NovaDiamond quits the HPHT gem business

NovaDiamond is leaving the HPHT gem business because the company’s leader is frustrated with what he calls underhanded practices of dealers.

“The only way people make money selling these stones is to cheat,” says David Hall, CEO, president and founder of Novatek, an industrial diamond firm and industry leader in high pressure/high temperature research and manufacturing located in Provo, Utah.

Novatek is the parent company of NovaDiamond, what used to be their gem diamond enhancement subsidiary. Last year, Novatek opened up its HPHT business to the gem trade. Novatek is now pulling out of the gem business after just a year and a half of treating light champagnes into fancy intense greenish-yellows. This is in part because they didn’t like the talk of dealers sending their enhanced stones through the major gem labs and possibly having them mistakenly identified as being of natural color.

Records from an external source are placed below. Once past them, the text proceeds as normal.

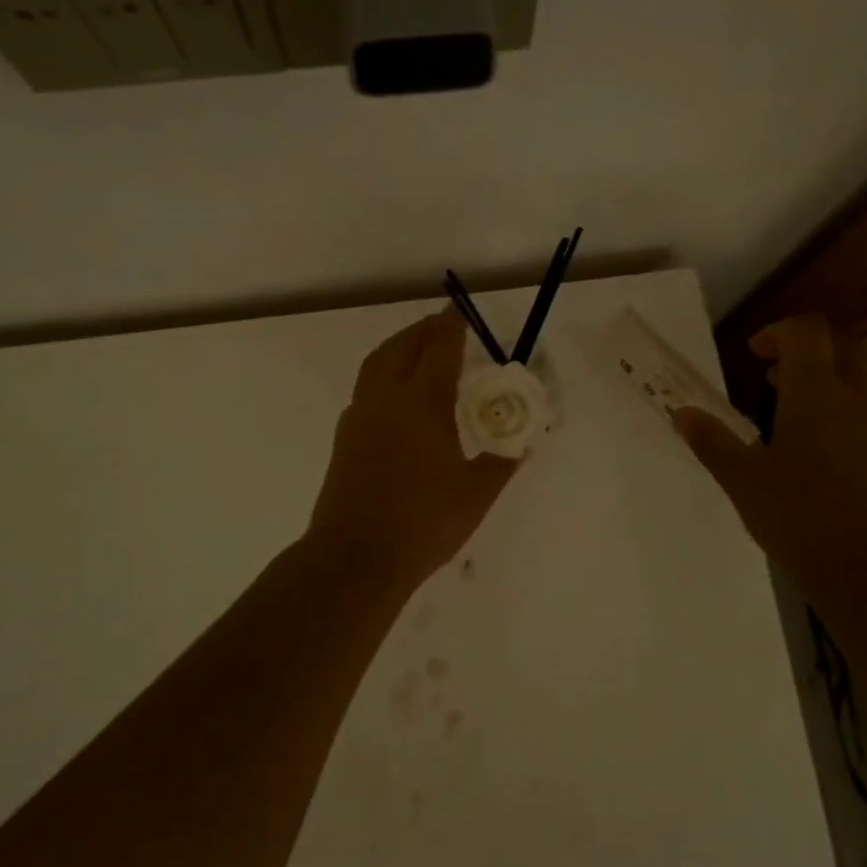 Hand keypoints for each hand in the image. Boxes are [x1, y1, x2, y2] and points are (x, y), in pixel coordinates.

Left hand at [307, 310, 520, 593]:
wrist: (355, 557)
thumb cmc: (423, 523)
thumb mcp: (475, 495)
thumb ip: (501, 463)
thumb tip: (522, 446)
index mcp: (423, 403)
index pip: (439, 348)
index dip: (452, 325)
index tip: (459, 310)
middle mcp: (387, 399)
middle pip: (404, 347)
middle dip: (425, 330)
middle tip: (444, 325)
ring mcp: (360, 416)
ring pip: (377, 363)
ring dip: (399, 346)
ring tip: (416, 347)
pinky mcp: (344, 437)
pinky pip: (365, 387)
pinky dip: (382, 372)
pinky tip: (394, 395)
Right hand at [673, 315, 866, 594]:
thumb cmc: (799, 515)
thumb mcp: (742, 479)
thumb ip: (712, 441)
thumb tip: (682, 414)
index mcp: (816, 393)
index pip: (808, 331)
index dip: (779, 332)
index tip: (754, 355)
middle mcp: (857, 399)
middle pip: (843, 345)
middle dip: (808, 349)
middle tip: (774, 375)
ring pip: (861, 381)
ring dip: (827, 382)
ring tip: (790, 417)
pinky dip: (844, 414)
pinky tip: (819, 456) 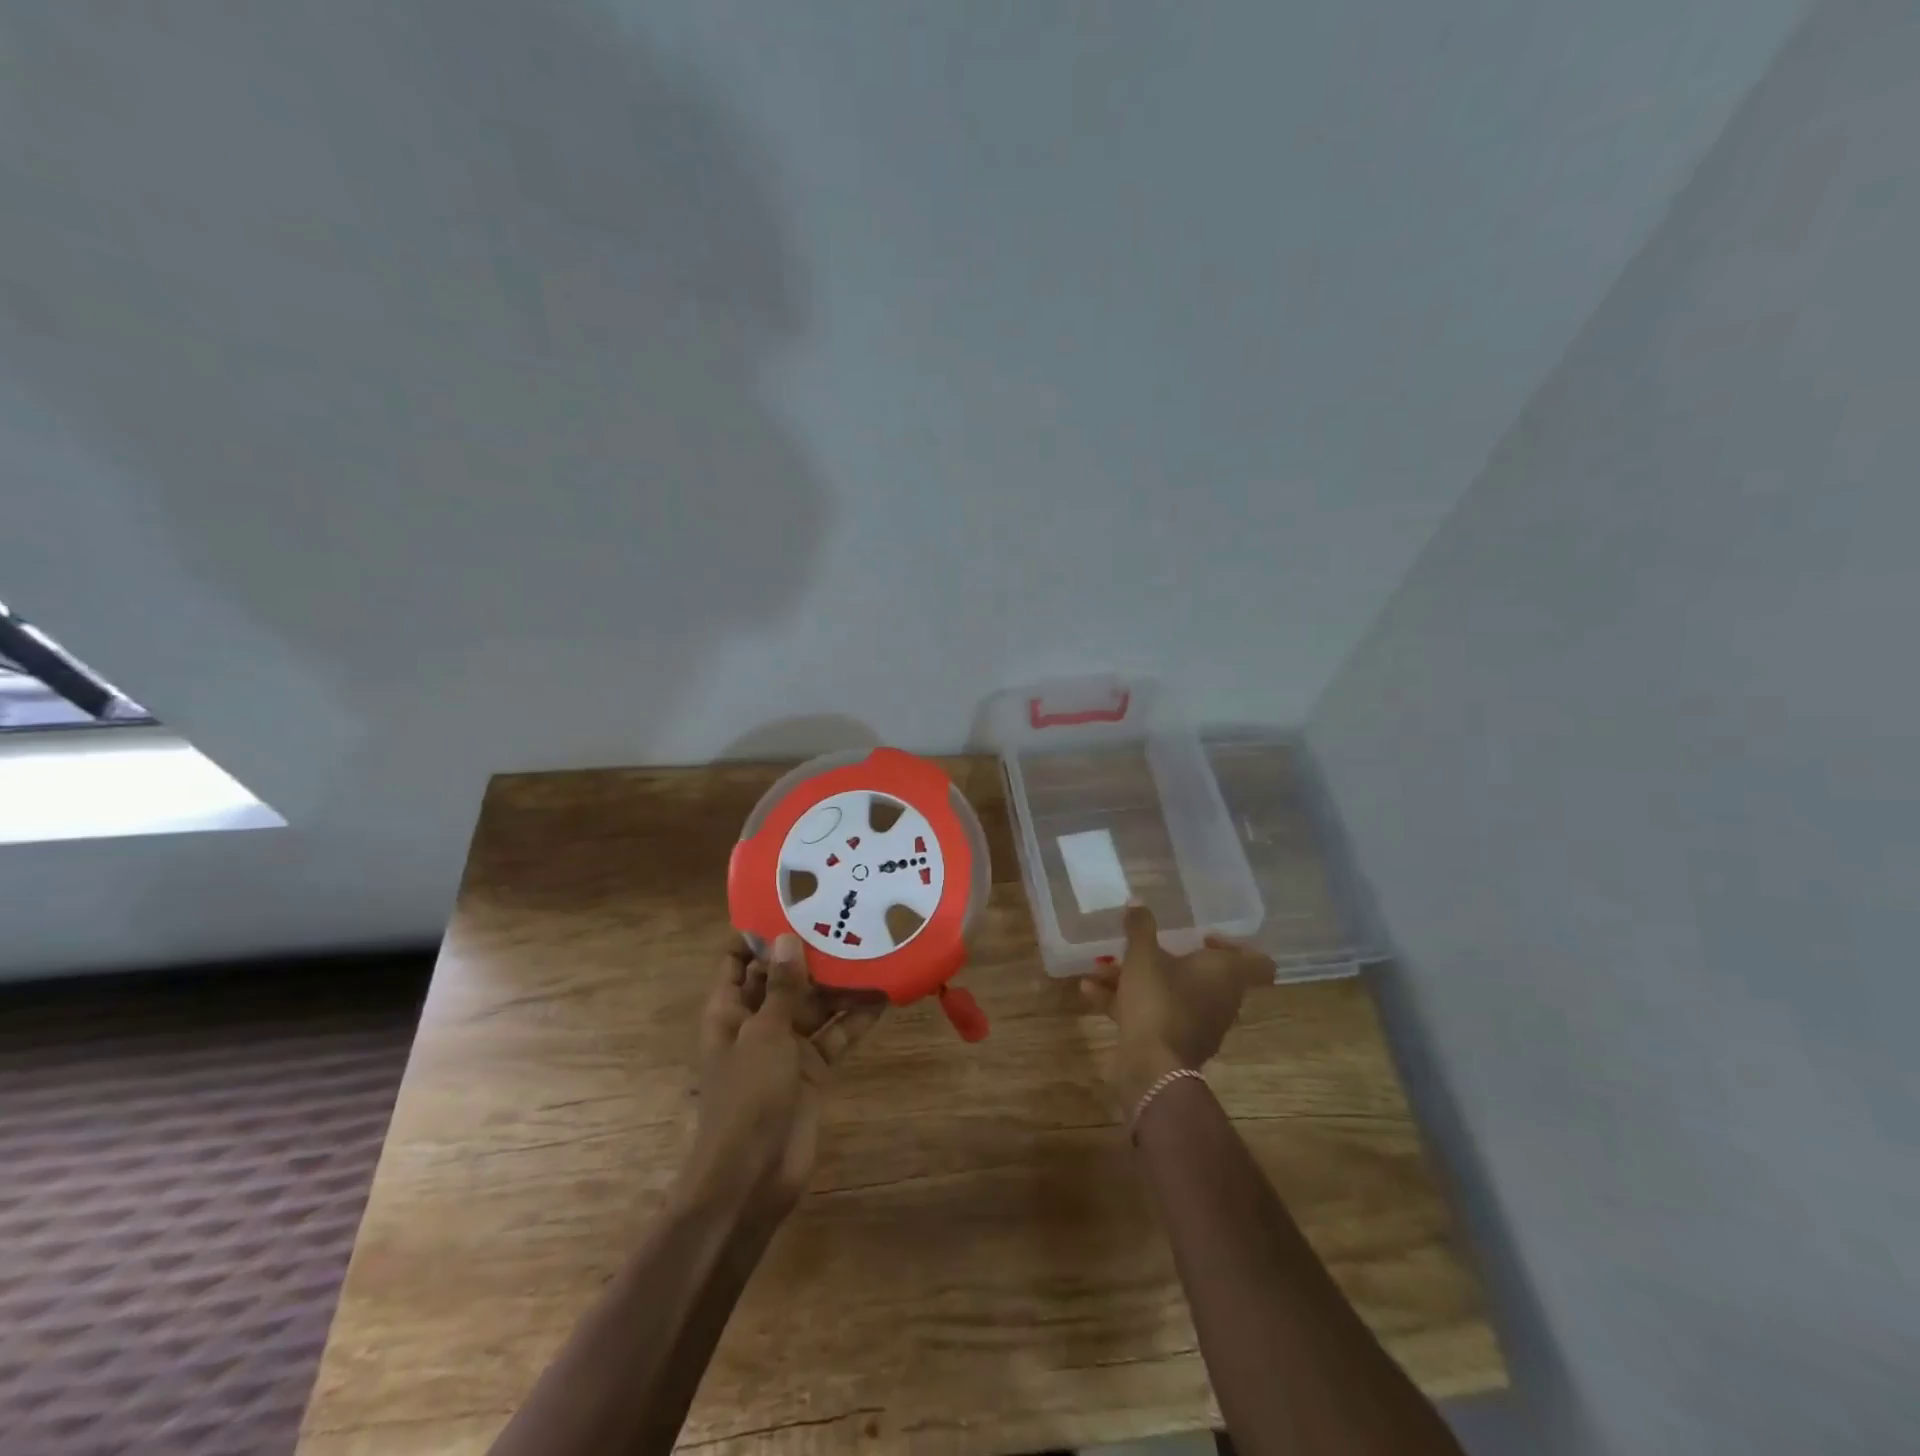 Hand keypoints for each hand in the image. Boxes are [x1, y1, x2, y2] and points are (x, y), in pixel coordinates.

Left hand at [680, 934, 883, 1219]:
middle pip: (784, 976)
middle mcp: (758, 1021)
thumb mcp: (764, 1035)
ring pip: (816, 1003)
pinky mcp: (814, 1068)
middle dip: (810, 951)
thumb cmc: (745, 1098)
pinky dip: (857, 1017)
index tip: (792, 900)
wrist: (751, 1180)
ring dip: (839, 982)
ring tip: (871, 945)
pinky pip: (837, 1033)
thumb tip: (790, 937)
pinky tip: (884, 993)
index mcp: (729, 1010)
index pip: (737, 959)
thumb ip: (782, 988)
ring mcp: (787, 1046)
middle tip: (845, 914)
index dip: (758, 932)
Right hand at [1081, 903, 1274, 1106]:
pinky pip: (1153, 1014)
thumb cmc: (1159, 1000)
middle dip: (1167, 958)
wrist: (1152, 1067)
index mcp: (1225, 975)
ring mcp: (1198, 1024)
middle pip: (1203, 975)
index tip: (1203, 938)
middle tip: (1143, 947)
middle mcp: (1220, 1000)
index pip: (1259, 963)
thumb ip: (1140, 927)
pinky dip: (1126, 1002)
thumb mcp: (1143, 955)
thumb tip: (1136, 901)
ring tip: (1101, 967)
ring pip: (1171, 993)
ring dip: (1138, 979)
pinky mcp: (1174, 1043)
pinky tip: (1089, 991)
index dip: (1236, 947) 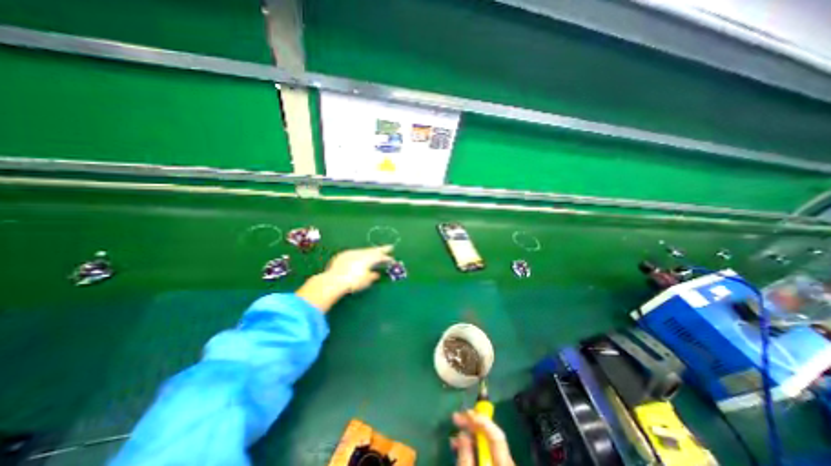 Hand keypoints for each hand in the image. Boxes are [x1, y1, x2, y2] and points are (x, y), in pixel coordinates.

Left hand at [323, 246, 393, 292]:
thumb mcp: (366, 281)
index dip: (387, 258)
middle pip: (374, 250)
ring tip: (375, 252)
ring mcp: (352, 253)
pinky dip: (360, 254)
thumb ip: (372, 276)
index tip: (392, 260)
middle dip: (382, 249)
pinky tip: (360, 256)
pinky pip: (355, 253)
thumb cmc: (353, 282)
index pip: (381, 257)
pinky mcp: (343, 255)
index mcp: (369, 259)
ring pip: (364, 250)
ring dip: (370, 251)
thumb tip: (376, 274)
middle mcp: (362, 253)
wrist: (334, 280)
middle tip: (390, 247)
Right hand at [452, 412, 516, 465]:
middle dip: (473, 423)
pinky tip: (462, 445)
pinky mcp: (499, 464)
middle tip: (456, 417)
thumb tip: (462, 433)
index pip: (496, 434)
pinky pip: (488, 450)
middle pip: (492, 434)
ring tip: (455, 432)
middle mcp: (508, 460)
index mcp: (504, 463)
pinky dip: (475, 445)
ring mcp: (505, 462)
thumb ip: (466, 457)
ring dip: (471, 433)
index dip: (482, 420)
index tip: (466, 412)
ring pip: (488, 442) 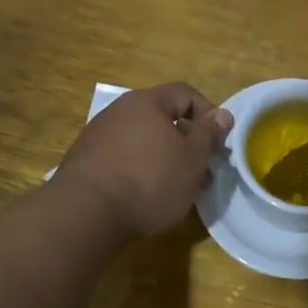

NovaDiamond created fancy colored gem diamonds by taking natural off-color diamonds to the intense pressures and temperatures that are found deep in the earth, yielding a diamond with brilliant golden-green hues. The conditions necessary for this color transformation is the equivalent of taking the diamond to a depth of 250 miles beneath the earth’s surface. This process is achieved in a special geodynamic press, a product of 45 years of development by the chairman of Novatek, Dr. H. Tracy Hall. Dr. Hall gained fame when he became the first man ever to transform carbon into diamond while working for General Electric in December of 1954.

When NovaDiamond was introduced to the trade in 1999, Dr. Hall’s son David noted the concern by trade members that other companies may copy the NovaDiamond process and not disclose the enhancement.

At that time, Hall said, “We will do whatever we can to enforce the patents and trademarks that are granted to NovaDiamond. The diamond trade should demand that every company be as open in disclosing their processes and products as is NovaDiamond. We hope that our actions will set a new standard by which every other diamond enhancement process will be judged. We invite DeBeers, GE, the Russians, and any one else that is involved in enhancing natural diamonds to disclose their process in detail and to openly mark all enhanced diamonds by trademark, serial number and certification.”

Even with its well-intentioned efforts to have their diamonds identified as enhanced, it was not possible to police. So they have shut the doors to the gem business. “In the industrial business, High Pressure and High Temperature is recognized as the best way to get the properties desired for a particular application. In the diamond gem trade, enhancements are not yet recognized or valued, and so at least for now, it does not make for good business for anyone in the High Pressure High Temperature industry.”

Novatek is now using the NovaDiamond name for their industrial diamond division that specializes in PCD diamond for oil and gas drilling applications.